> [What needs to be done]:
Each record should be returned exactly as it is written.

********

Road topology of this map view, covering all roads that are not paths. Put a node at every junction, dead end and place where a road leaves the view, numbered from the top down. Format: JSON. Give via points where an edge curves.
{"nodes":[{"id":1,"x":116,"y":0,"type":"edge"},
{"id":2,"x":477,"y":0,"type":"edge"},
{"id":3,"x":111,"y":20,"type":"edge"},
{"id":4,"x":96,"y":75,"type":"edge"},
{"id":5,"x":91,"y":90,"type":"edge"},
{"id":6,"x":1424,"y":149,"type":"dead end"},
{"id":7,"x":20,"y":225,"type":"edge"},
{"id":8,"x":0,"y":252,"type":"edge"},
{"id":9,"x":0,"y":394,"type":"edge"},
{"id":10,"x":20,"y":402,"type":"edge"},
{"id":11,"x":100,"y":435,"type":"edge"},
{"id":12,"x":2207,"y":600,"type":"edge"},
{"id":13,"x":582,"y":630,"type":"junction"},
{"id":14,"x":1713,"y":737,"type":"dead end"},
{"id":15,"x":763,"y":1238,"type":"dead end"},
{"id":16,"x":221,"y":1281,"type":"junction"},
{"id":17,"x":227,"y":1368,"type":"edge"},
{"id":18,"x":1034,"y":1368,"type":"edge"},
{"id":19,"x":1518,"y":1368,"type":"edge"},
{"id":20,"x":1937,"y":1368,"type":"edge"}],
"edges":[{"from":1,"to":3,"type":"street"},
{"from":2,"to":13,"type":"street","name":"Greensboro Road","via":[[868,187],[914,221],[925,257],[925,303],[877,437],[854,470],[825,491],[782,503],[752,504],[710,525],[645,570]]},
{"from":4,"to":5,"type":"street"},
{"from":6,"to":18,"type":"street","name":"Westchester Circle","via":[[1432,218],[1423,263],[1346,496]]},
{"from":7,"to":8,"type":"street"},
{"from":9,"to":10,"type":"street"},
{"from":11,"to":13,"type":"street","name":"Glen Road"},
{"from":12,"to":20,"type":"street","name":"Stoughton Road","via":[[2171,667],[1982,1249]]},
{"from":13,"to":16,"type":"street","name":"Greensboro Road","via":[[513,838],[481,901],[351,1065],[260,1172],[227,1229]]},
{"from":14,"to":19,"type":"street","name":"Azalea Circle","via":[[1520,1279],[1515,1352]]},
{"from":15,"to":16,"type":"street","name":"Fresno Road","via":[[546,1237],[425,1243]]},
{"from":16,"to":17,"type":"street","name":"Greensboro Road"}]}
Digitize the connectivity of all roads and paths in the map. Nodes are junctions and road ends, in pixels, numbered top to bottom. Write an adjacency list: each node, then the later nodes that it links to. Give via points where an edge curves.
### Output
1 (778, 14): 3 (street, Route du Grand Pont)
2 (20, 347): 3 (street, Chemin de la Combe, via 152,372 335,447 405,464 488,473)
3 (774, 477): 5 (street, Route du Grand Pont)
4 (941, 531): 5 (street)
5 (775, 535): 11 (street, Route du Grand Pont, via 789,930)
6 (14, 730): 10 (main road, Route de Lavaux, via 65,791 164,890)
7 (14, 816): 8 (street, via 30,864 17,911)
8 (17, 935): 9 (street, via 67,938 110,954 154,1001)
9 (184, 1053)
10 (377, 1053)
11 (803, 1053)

********

> [Result of this task]:
Road topology of this map view, covering all roads that are not paths. Put a node at every junction, dead end and place where a road leaves the view, numbered from the top down. Format: JSON. Give via points where an edge curves.
{"nodes":[{"id":1,"x":116,"y":0,"type":"edge"},
{"id":2,"x":477,"y":0,"type":"edge"},
{"id":3,"x":111,"y":20,"type":"edge"},
{"id":4,"x":96,"y":75,"type":"edge"},
{"id":5,"x":91,"y":90,"type":"edge"},
{"id":6,"x":1424,"y":149,"type":"dead end"},
{"id":7,"x":20,"y":225,"type":"edge"},
{"id":8,"x":0,"y":252,"type":"edge"},
{"id":9,"x":0,"y":394,"type":"edge"},
{"id":10,"x":20,"y":402,"type":"edge"},
{"id":11,"x":100,"y":435,"type":"edge"},
{"id":12,"x":2207,"y":600,"type":"edge"},
{"id":13,"x":582,"y":630,"type":"junction"},
{"id":14,"x":1713,"y":737,"type":"dead end"},
{"id":15,"x":763,"y":1238,"type":"dead end"},
{"id":16,"x":221,"y":1281,"type":"junction"},
{"id":17,"x":227,"y":1368,"type":"edge"},
{"id":18,"x":1034,"y":1368,"type":"edge"},
{"id":19,"x":1518,"y":1368,"type":"edge"},
{"id":20,"x":1937,"y":1368,"type":"edge"}],
"edges":[{"from":1,"to":3,"type":"street"},
{"from":2,"to":13,"type":"street","name":"Greensboro Road","via":[[868,187],[914,221],[925,257],[925,303],[877,437],[854,470],[825,491],[782,503],[752,504],[710,525],[645,570]]},
{"from":4,"to":5,"type":"street"},
{"from":6,"to":18,"type":"street","name":"Westchester Circle","via":[[1432,218],[1423,263],[1346,496]]},
{"from":7,"to":8,"type":"street"},
{"from":9,"to":10,"type":"street"},
{"from":11,"to":13,"type":"street","name":"Glen Road"},
{"from":12,"to":20,"type":"street","name":"Stoughton Road","via":[[2171,667],[1982,1249]]},
{"from":13,"to":16,"type":"street","name":"Greensboro Road","via":[[513,838],[481,901],[351,1065],[260,1172],[227,1229]]},
{"from":14,"to":19,"type":"street","name":"Azalea Circle","via":[[1520,1279],[1515,1352]]},
{"from":15,"to":16,"type":"street","name":"Fresno Road","via":[[546,1237],[425,1243]]},
{"from":16,"to":17,"type":"street","name":"Greensboro Road"}]}
Digitize the connectivity of all roads and paths in the map. Nodes are junctions and road ends, in pixels, numbered top to bottom. Write an adjacency list: each node, then the later nodes that it links to. Give via points where an edge curves.
### Output
1 (778, 14): 3 (street, Route du Grand Pont)
2 (20, 347): 3 (street, Chemin de la Combe, via 152,372 335,447 405,464 488,473)
3 (774, 477): 5 (street, Route du Grand Pont)
4 (941, 531): 5 (street)
5 (775, 535): 11 (street, Route du Grand Pont, via 789,930)
6 (14, 730): 10 (main road, Route de Lavaux, via 65,791 164,890)
7 (14, 816): 8 (street, via 30,864 17,911)
8 (17, 935): 9 (street, via 67,938 110,954 154,1001)
9 (184, 1053)
10 (377, 1053)
11 (803, 1053)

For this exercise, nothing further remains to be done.